▶ **DATA RECORDS**
━━━━━━━━━━━━━━━━

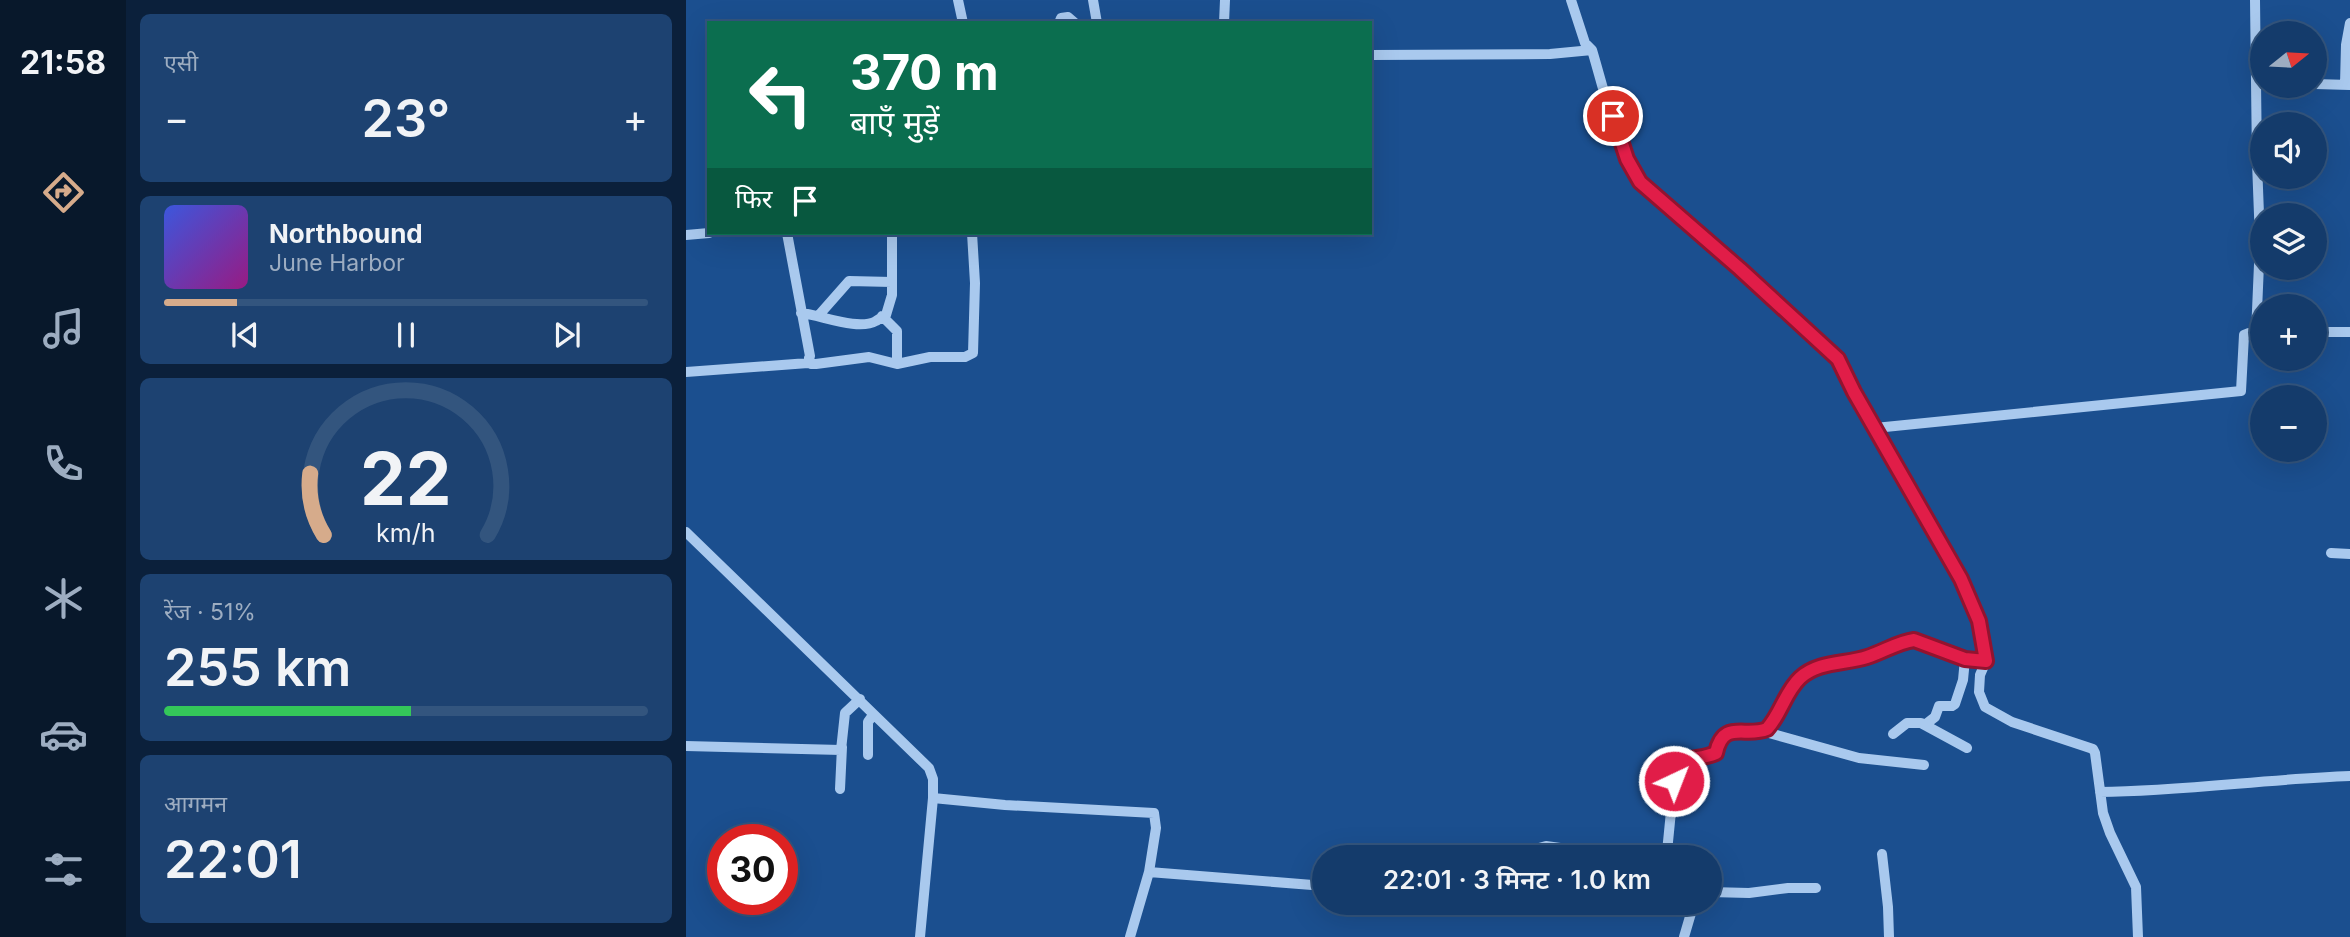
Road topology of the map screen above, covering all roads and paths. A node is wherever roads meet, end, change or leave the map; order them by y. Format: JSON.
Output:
{"nodes":[{"id":1,"x":958,"y":0,"type":"edge"},
{"id":2,"x":1093,"y":0,"type":"edge"},
{"id":3,"x":1225,"y":0,"type":"edge"},
{"id":4,"x":1571,"y":0,"type":"edge"},
{"id":5,"x":2255,"y":0,"type":"edge"},
{"id":6,"x":963,"y":21,"type":"edge"},
{"id":7,"x":1097,"y":21,"type":"edge"},
{"id":8,"x":1224,"y":21,"type":"edge"},
{"id":9,"x":2256,"y":21,"type":"edge"},
{"id":10,"x":2350,"y":23,"type":"edge"},
{"id":11,"x":1592,"y":50,"type":"junction"},
{"id":12,"x":1372,"y":55,"type":"edge"},
{"id":13,"x":2328,"y":84,"type":"edge"},
{"id":14,"x":2347,"y":84,"type":"edge"},
{"id":15,"x":2260,"y":98,"type":"edge"},
{"id":16,"x":707,"y":233,"type":"edge"},
{"id":17,"x":686,"y":235,"type":"edge"},
{"id":18,"x":787,"y":235,"type":"edge"},
{"id":19,"x":892,"y":235,"type":"edge"},
{"id":20,"x":972,"y":235,"type":"edge"},
{"id":21,"x":892,"y":282,"type":"junction"},
{"id":22,"x":2259,"y":294,"type":"edge"},
{"id":23,"x":801,"y":313,"type":"junction"},
{"id":24,"x":820,"y":315,"type":"junction"},
{"id":25,"x":882,"y":316,"type":"junction"},
{"id":26,"x":2327,"y":332,"type":"edge"},
{"id":27,"x":2350,"y":332,"type":"edge"},
{"id":28,"x":2250,"y":333,"type":"edge"},
{"id":29,"x":809,"y":358,"type":"junction"},
{"id":30,"x":897,"y":364,"type":"junction"},
{"id":31,"x":686,"y":372,"type":"edge"},
{"id":32,"x":1875,"y":428,"type":"junction"},
{"id":33,"x":686,"y":532,"type":"edge"},
{"id":34,"x":2331,"y":553,"type":"dead end"},
{"id":35,"x":2350,"y":554,"type":"edge"},
{"id":36,"x":1965,"y":659,"type":"junction"},
{"id":37,"x":1986,"y":661,"type":"junction"},
{"id":38,"x":860,"y":699,"type":"junction"},
{"id":39,"x":873,"y":715,"type":"junction"},
{"id":40,"x":1926,"y":724,"type":"junction"},
{"id":41,"x":1762,"y":731,"type":"junction"},
{"id":42,"x":1893,"y":734,"type":"dead end"},
{"id":43,"x":686,"y":746,"type":"edge"},
{"id":44,"x":842,"y":747,"type":"junction"},
{"id":45,"x":1967,"y":748,"type":"dead end"},
{"id":46,"x":868,"y":755,"type":"dead end"},
{"id":47,"x":1924,"y":765,"type":"dead end"},
{"id":48,"x":2350,"y":776,"type":"edge"},
{"id":49,"x":840,"y":789,"type":"dead end"},
{"id":50,"x":2100,"y":792,"type":"junction"},
{"id":51,"x":933,"y":798,"type":"junction"},
{"id":52,"x":1668,"y":845,"type":"edge"},
{"id":53,"x":1882,"y":854,"type":"dead end"},
{"id":54,"x":1149,"y":872,"type":"junction"},
{"id":55,"x":1312,"y":885,"type":"edge"},
{"id":56,"x":1816,"y":888,"type":"dead end"},
{"id":57,"x":1722,"y":892,"type":"edge"},
{"id":58,"x":1690,"y":915,"type":"edge"},
{"id":59,"x":919,"y":937,"type":"edge"},
{"id":60,"x":1130,"y":937,"type":"edge"},
{"id":61,"x":1684,"y":937,"type":"edge"},
{"id":62,"x":1889,"y":937,"type":"edge"},
{"id":63,"x":2138,"y":937,"type":"edge"}],
"edges":[{"from":1,"to":6,"type":"street"},
{"from":2,"to":7,"type":"street"},
{"from":3,"to":8,"type":"street"},
{"from":4,"to":11,"type":"street"},
{"from":5,"to":9,"type":"street"},
{"from":10,"to":14,"type":"street"},
{"from":11,"to":12,"type":"street"},
{"from":11,"to":32,"type":"street"},
{"from":13,"to":14,"type":"street"},
{"from":15,"to":22,"type":"street"},
{"from":16,"to":17,"type":"street"},
{"from":18,"to":23,"type":"street"},
{"from":19,"to":21,"type":"street"},
{"from":20,"to":30,"type":"street"},
{"from":21,"to":24,"type":"street"},
{"from":21,"to":25,"type":"street"},
{"from":23,"to":24,"type":"street"},
{"from":23,"to":29,"type":"street"},
{"from":24,"to":25,"type":"street"},
{"from":25,"to":30,"type":"street"},
{"from":26,"to":27,"type":"street"},
{"from":28,"to":32,"type":"street"},
{"from":29,"to":30,"type":"street"},
{"from":29,"to":31,"type":"street"},
{"from":32,"to":37,"type":"street"},
{"from":33,"to":38,"type":"street"},
{"from":34,"to":35,"type":"street"},
{"from":36,"to":37,"type":"street"},
{"from":36,"to":40,"type":"street"},
{"from":36,"to":41,"type":"street"},
{"from":37,"to":50,"type":"street"},
{"from":38,"to":39,"type":"street"},
{"from":38,"to":44,"type":"street"},
{"from":39,"to":46,"type":"street"},
{"from":39,"to":51,"type":"street"},
{"from":40,"to":42,"type":"street"},
{"from":40,"to":45,"type":"street"},
{"from":41,"to":47,"type":"street"},
{"from":41,"to":52,"type":"street"},
{"from":43,"to":44,"type":"street"},
{"from":44,"to":49,"type":"street"},
{"from":48,"to":50,"type":"street"},
{"from":50,"to":63,"type":"street"},
{"from":51,"to":54,"type":"street"},
{"from":51,"to":59,"type":"street"},
{"from":53,"to":62,"type":"street"},
{"from":54,"to":55,"type":"street"},
{"from":54,"to":60,"type":"street"},
{"from":56,"to":57,"type":"street"},
{"from":58,"to":61,"type":"street"}]}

━━━━━━━━━━━━━━━━

▶ **TASK TO COMPLETE**
Scan the entries above and copy each line where "dead" occurs.

▶ **SOLVED PROBLEM**
{"id":34,"x":2331,"y":553,"type":"dead end"},
{"id":42,"x":1893,"y":734,"type":"dead end"},
{"id":45,"x":1967,"y":748,"type":"dead end"},
{"id":46,"x":868,"y":755,"type":"dead end"},
{"id":47,"x":1924,"y":765,"type":"dead end"},
{"id":49,"x":840,"y":789,"type":"dead end"},
{"id":53,"x":1882,"y":854,"type":"dead end"},
{"id":56,"x":1816,"y":888,"type":"dead end"},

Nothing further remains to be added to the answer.